Usted está aquí: domingo 5 de octubre de 2008 Opinión La Puerta del Ángel

Bárbara Jacobs

La Puerta del Ángel

Para transitar del pasado al presente de Barcelona hay que atravesar la plaza llamada Puerta del Ángel y no es fácil. La historia, la arquitectura, la gente, los hoteles, los cines, los bares, los negocios, los quioscos de prensa, los restaurantes, los cafés, crean una animación tan especial en esta zona comercial y residencial que es difícil desprenderse de ella. Aparte de la población local que la anima, está hecha de músicos, cantantes, bailarines, mimos, magos, vendedores ambulantes y poetas que concretan el sentido de entretenimiento que puede hacer a un puerto. Se ve gente de toda clase, de todas las ocupaciones y nacionalidades imaginables; residentes o en tránsito; se oye hablar infinidad de idiomas. La atmósfera del lugar está impregnada de tantos planos de estímulos que, los identifique o no el paseante, lo atrapan en su red. Un magnetismo propio que es más fuerte que él se le impone y recorre el terreno que pisa. Cualquier motivo que pudiera tener para traspasar este sitio pesa menos que lo que lo desvía de su camino y lo ancla a él.

Yo puedo estar durante horas tras la ventana del Entresuelo de Petritxol 13 trabajando en este barrio viejo de la ciudad, pero llega el momento en que bajo para pasear especialmente por la plaza de la Puerta del Ángel. Más que la variedad de posibilidades concretas que este sitio ofrece en sí o que a mí me despierta, me llama hacia ella un anhelo poderoso de una posibilidad de algo que no me ha sido siempre fácil definir. Sé que me dirijo en busca de algo, pero no sé de qué mientras no lo encuentro, es decir, cuando lo encuentro. Fue el caso del que llamaré El Jubilado.

Bailaba o se balanceaba al lado de la banda. Era un setentón en mangas de camisa. No era un hombre llamativo. Ni sus movimientos, ni su aspecto, ni sus actitudes lo distinguirían de cualquier otro setentón en mangas de camisa que se hubiera desinhibido lo suficiente para soltarse a bailar al aire libre al lado de los músicos que yo no oía tocar por primera vez en esa plaza de la capital de Cataluña. De no haber sido porque con la mano izquierda sujetaba una bolsa de papel de la que asomaba una pieza larga de pan, el espontáneo quizá no me habría causado la impresión que me causó. Mantenía los ojos cerrados y la barba algo hundida contra el pecho, mientras con la mano izquierda parecía dirigir al grupo como haría un aficionado pero desconocedor que se soñara director de orquesta. O habrá sido que me pareció incongruente que este señor, tan ordinario como él, tan títere de las circunstancias, en esta ciudad, en esta época, cobrara vida propia de manera extraordinaria ante el jazz de Nueva Orleans que el conjunto tocaba.

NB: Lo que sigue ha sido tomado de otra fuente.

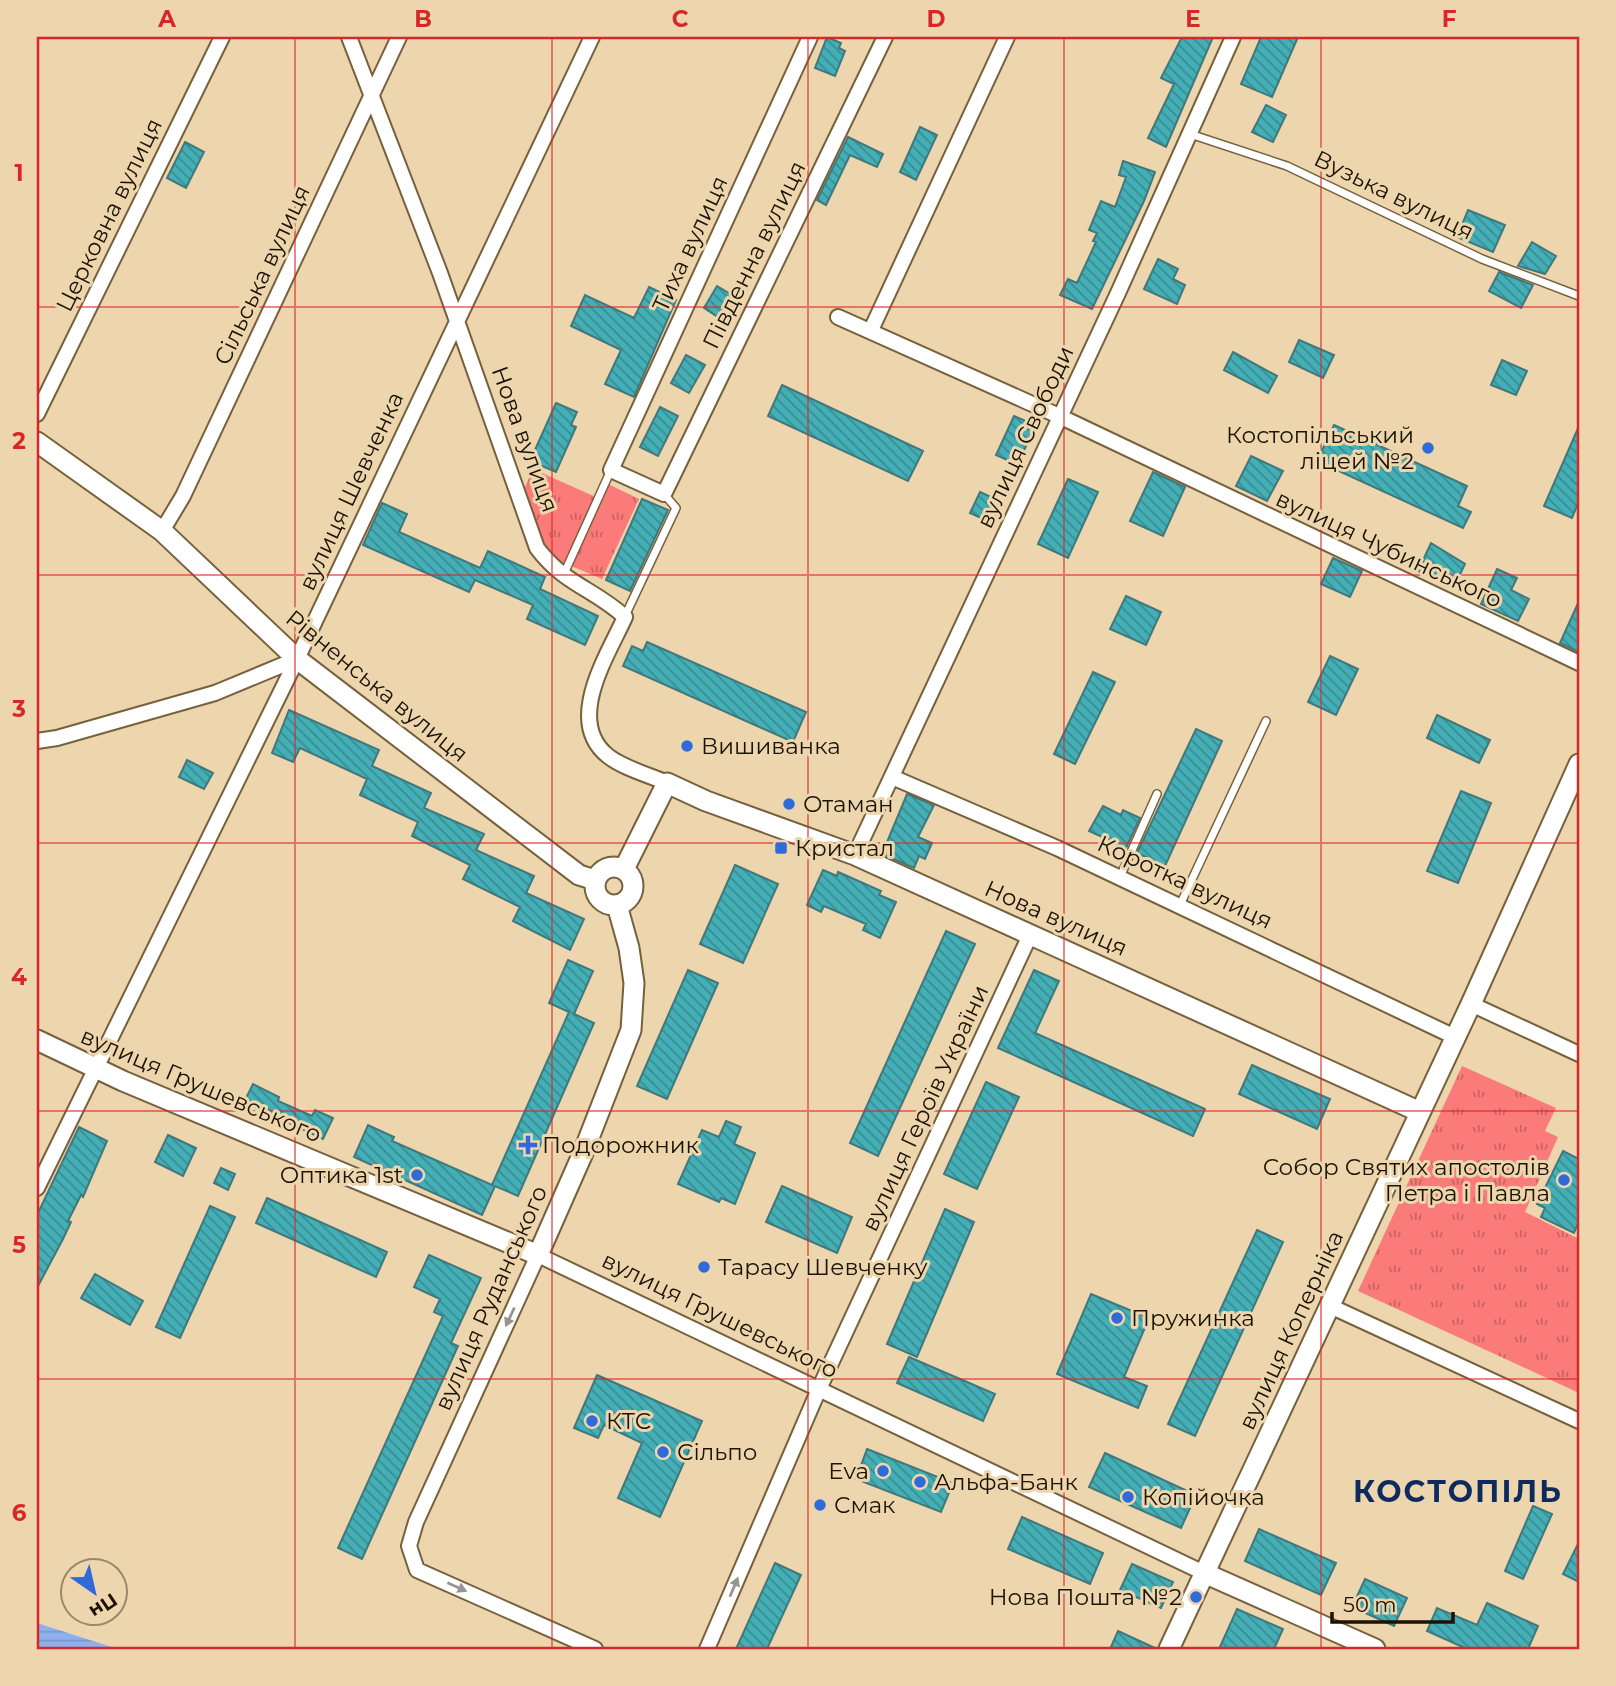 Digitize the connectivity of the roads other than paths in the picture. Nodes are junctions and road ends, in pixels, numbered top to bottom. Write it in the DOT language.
graph roads {
  1 [pos="222,37"];
  2 [pos="349,37"];
  3 [pos="399,37"];
  4 [pos="592,37"];
  5 [pos="810,37"];
  6 [pos="885,37"];
  7 [pos="1007,37"];
  8 [pos="1233,37"];
  9 [pos="371,94"];
  10 [pos="1190,134"];
  11 [pos="1579,296"];
  12 [pos="838,317"];
  13 [pos="456,319"];
  14 [pos="871,330"];
  15 [pos="37,414"];
  16 [pos="1059,416"];
  17 [pos="37,442"];
  18 [pos="611,470"];
  19 [pos="664,494"];
  20 [pos="162,531"];
  21 [pos="563,577"];
  22 [pos="625,617"];
  23 [pos="297,659"];
  24 [pos="1579,663"];
  25 [pos="1266,721"];
  26 [pos="37,741"];
  27 [pos="1579,764"];
  28 [pos="892,777"];
  29 [pos="667,783"];
  30 [pos="1157,794"];
  31 [pos="855,855"];
  32 [pos="624,870"];
  33 [pos="1120,877"];
  34 [pos="595,880"];
  35 [pos="617,905"];
  36 [pos="1180,905"];
  37 [pos="1031,933"];
  38 [pos="1471,1004"];
  39 [pos="1455,1037"];
  40 [pos="37,1040"];
  41 [pos="1579,1054"];
  42 [pos="94,1067"];
  43 [pos="1420,1112"];
  44 [pos="37,1188"];
  45 [pos="538,1255"];
  46 [pos="1330,1306"];
  47 [pos="819,1389"];
  48 [pos="1579,1421"];
  49 [pos="1202,1572"];
  50 [pos="595,1649"];
  51 [pos="707,1649"];
  52 [pos="1169,1649"];
  53 [pos="1375,1649"];
  1 -- 15 [label="street, Церковна вулиця"];
  2 -- 9 [label="street, Нова вулиця"];
  3 -- 9 [label="street, Сільська вулиця"];
  4 -- 13 [label="street, вулиця Шевченка"];
  5 -- 18 [label="street, Тиха вулиця"];
  6 -- 19 [label="street, Південна вулиця"];
  7 -- 14 [label="street"];
  8 -- 10 [label="street, вулиця Свободи"];
  9 -- 13 [label="street, Нова вулиця"];
  9 -- 20 [label="street, Сільська вулиця"];
  10 -- 11 [label="lane, Вузька вулиця"];
  10 -- 16 [label="street, вулиця Свободи"];
  12 -- 14 [label="street, вулиця Чубинського"];
  13 -- 21 [label="street, Нова вулиця"];
  13 -- 23 [label="street, вулиця Шевченка"];
  14 -- 16 [label="street, вулиця Чубинського"];
  16 -- 24 [label="street, вулиця Чубинського"];
  16 -- 28 [label="street, вулиця Свободи"];
  17 -- 20 [label="street, Рівненська вулиця"];
  18 -- 19 [label="street"];
  18 -- 21 [label="lane"];
  19 -- 22 [label="lane"];
  20 -- 23 [label="street, Рівненська вулиця"];
  21 -- 22 [label="street, Нова вулиця"];
  22 -- 29 [label="street, Нова вулиця"];
  23 -- 26 [label="street"];
  23 -- 34 [label="street, Рівненська вулиця"];
  23 -- 42 [label="street, вулиця Шевченка"];
  25 -- 36 [label="lane"];
  27 -- 38 [label="street, вулиця Коперніка"];
  28 -- 31 [label="street, вулиця Свободи"];
  28 -- 33 [label="street, Коротка вулиця"];
  29 -- 31 [label="street, Нова вулиця"];
  29 -- 32 [label="street"];
  30 -- 33 [label="lane"];
  31 -- 37 [label="street, Нова вулиця"];
  32 -- 34 [label="street"];
  32 -- 35 [label="street"];
  33 -- 36 [label="street, Коротка вулиця"];
  34 -- 35 [label="street"];
  35 -- 45 [label="street, вулиця Руданського"];
  36 -- 39 [label="street, Коротка вулиця"];
  37 -- 43 [label="street, Нова вулиця"];
  37 -- 47 [label="street, вулиця Героїв України"];
  38 -- 39 [label="street, вулиця Коперніка"];
  38 -- 41 [label="street"];
  39 -- 43 [label="street, вулиця Коперніка"];
  40 -- 42 [label="street, вулиця Грушевського"];
  42 -- 44 [label="street, вулиця Шевченка"];
  42 -- 45 [label="street, вулиця Грушевського"];
  43 -- 46 [label="street, вулиця Коперніка"];
  45 -- 47 [label="street, вулиця Грушевського"];
  45 -- 50 [label="street, вулиця Руданського, one-way"];
  46 -- 48 [label="street"];
  46 -- 49 [label="street, вулиця Коперніка"];
  47 -- 49 [label="street, вулиця Грушевського"];
  51 -- 47 [label="street, вулиця Героїв України, one-way"];
  49 -- 52 [label="street, вулиця Коперніка"];
  49 -- 53 [label="street, вулиця Грушевського"];
}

Lo cierto es que su imagen me persigue. Y no es que me pregunte por su identidad, que podría ser la de un cartero local jubilado, ni a cuál experiencia podría atribuirse haber creado el antecedente en su vida que ahora, al oír esa música, lo hubiera hecho olvidarse de todo, incluyendo de quién era él y de cuál era su misión cuando el jazz se le interpuso y se la bloqueó, con tal de dejarse mecer por el sonido o por los recuerdos a los que lo remitía. Más bien, su figura, la naturalidad de su respuesta, marcaron para mí la plaza detrás de la Puerta del Ángel. Simbolizan, significan la representación de mi búsqueda. Ciertamente no buscaba al bailarín, sino la lección que me dio.

Ese hombre que bailaba, al haber sido capaz de desprenderse de sus circunstancias sin violentarlas, y con tal de responder a un anhelo, de satisfacerlo por más que apenas azarosamente, y por más que ni siquiera se percatara del todo de la naturaleza de dicho anhelo, me señaló mi propia incapacidad de respuesta, pero, más que lamentar las posibilidades que por esta especie de invalidez ya dejé pasar en los años que he vivido, el ejemplo de ese señor bailando representa para mí las posibilidades a las que todavía puedo responder en el tiempo que fuera que me quede por vivir.